Upcoming & Dinosaur Dust

You are about to embark on another residency near the borderlands of Scotland. How are you preparing for your time there and what expectations or lack there of, do you have before going into a project like this?
I’m really excited about the upcoming VARC residency it will be the longest one I’ve done so far and the opportunity to be immersed in another very different community of upland hill farming. I’m planning on walking the English/Scottish border and I’m interested in nearby Kielder Forest which is the largest manmade working forest in the UK and there’s also a large military installation that operates up there. But I’m also looking forward to meeting lots of new people and making unpredictable discoveries.What are you working on now?
Most recently I spent a few months in the Mojave Desert as part of the Joshua Tree Highlands Artists Residency (JTHAR). This is an intimate portrait of a peripheral and charismatic community of the high desert, struggling to find meaning and moments of grace in a hostile environment. The work explores the encounters between people and nature, it is a play with light, impermanence and the faculties of seeing, embracing both traditional documentary techniques with more contemporary forms of representation. Working with the contrast of the black of the night and the blinding light of the day, this work investigates the narrative potential of photography in relation to its abstract capacities, bringing forth a reality that is simultaneously uncanny and unknowable. I am interested in landscape, and particularly in combining a desire to experience the ‘sublime’ with the inexplicable seduction of the abyss. This desert community offers many the opportunity to start anew, providing a blank slate of sorts for people attracted to this fragile and contrary environment, to make a life in a merciless clime that is not nearly as empty as it looks.

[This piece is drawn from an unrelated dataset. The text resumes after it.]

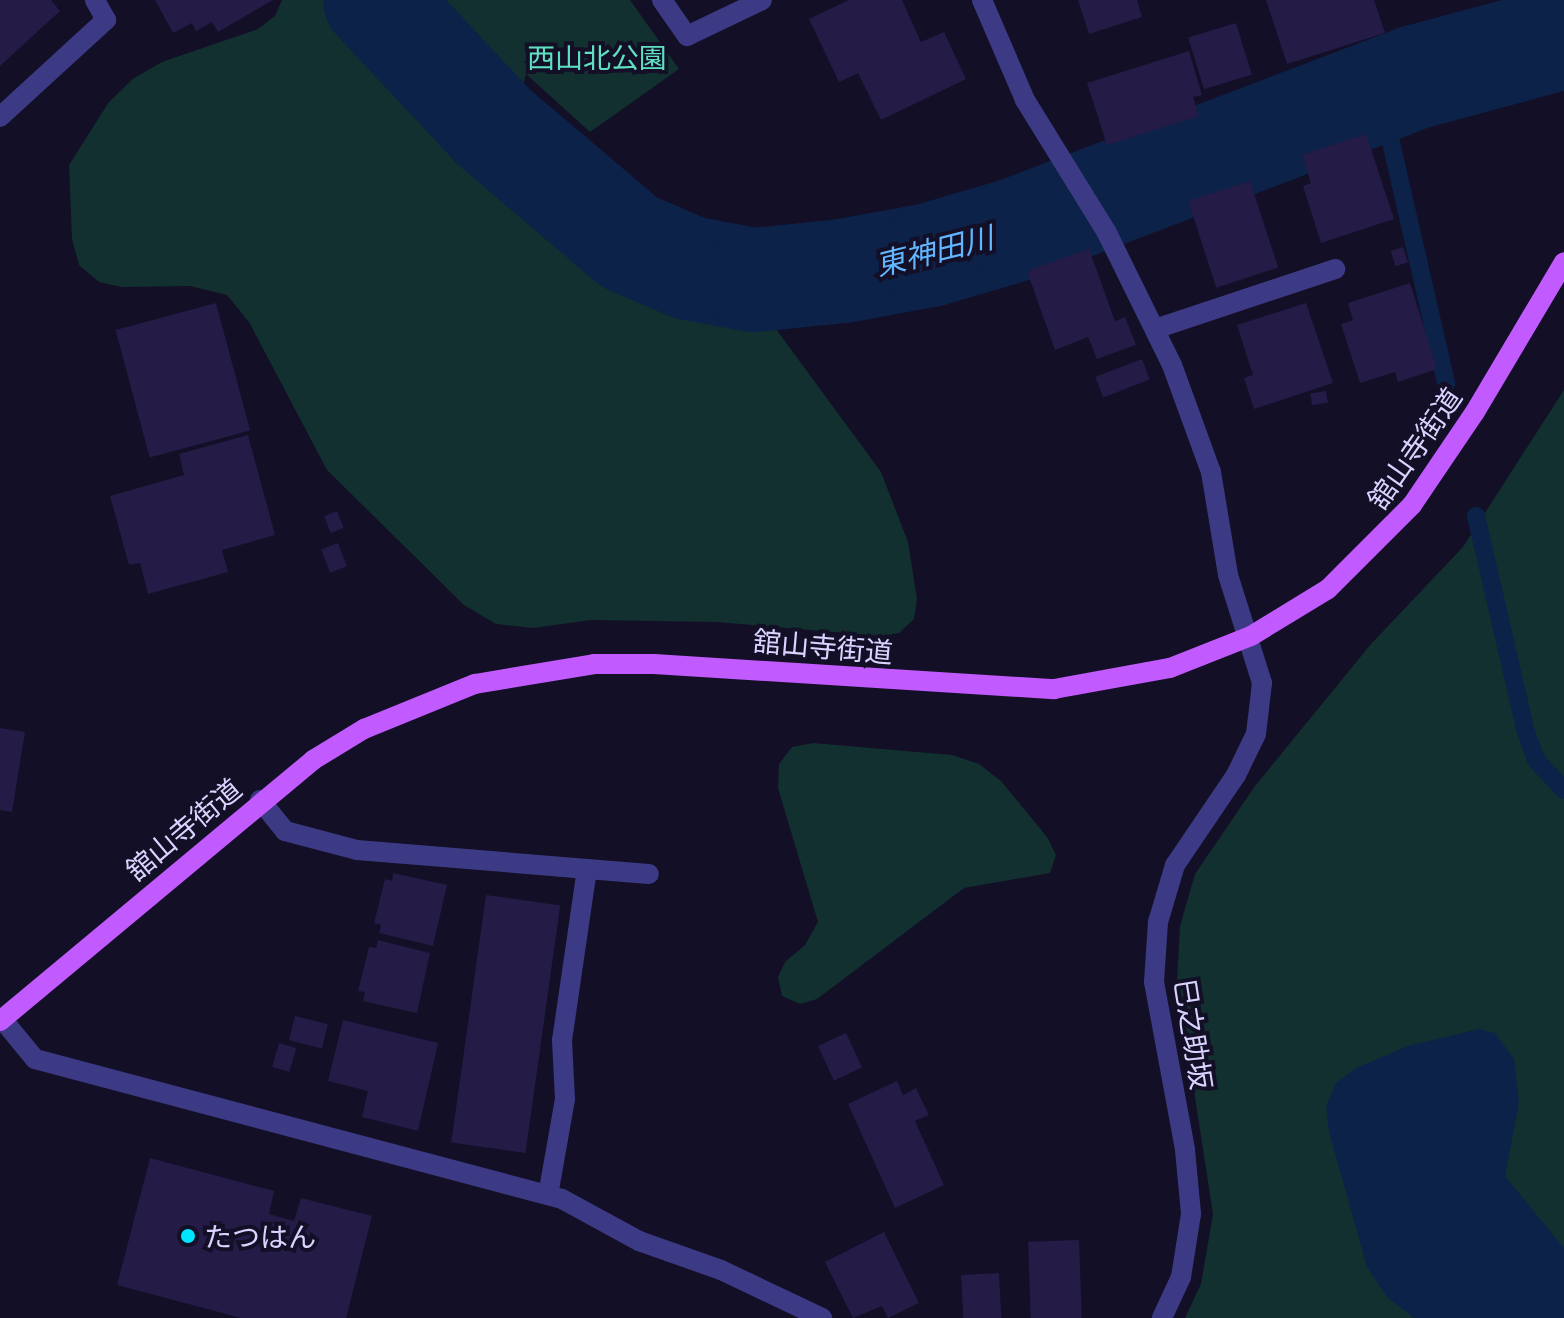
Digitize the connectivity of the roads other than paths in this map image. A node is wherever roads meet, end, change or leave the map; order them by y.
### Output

The nature of this human ecosystem is that of a paradox demonstrating an intensity and delicateness, isolation and accessibility, diversity and ambiguity.Calling upon one of photography’s earliest uses—recording the vast, unexplored landscapes of the world—but of course in the American West everywhere has been conquered and exhausted, so people look to the desolate outposts and then to the heavens in search of the authentic wilderness. The images generate a powerful atmosphere and sense of place, one that is infused with the longing, uncertainty and expectation associated with darkness and the unseen.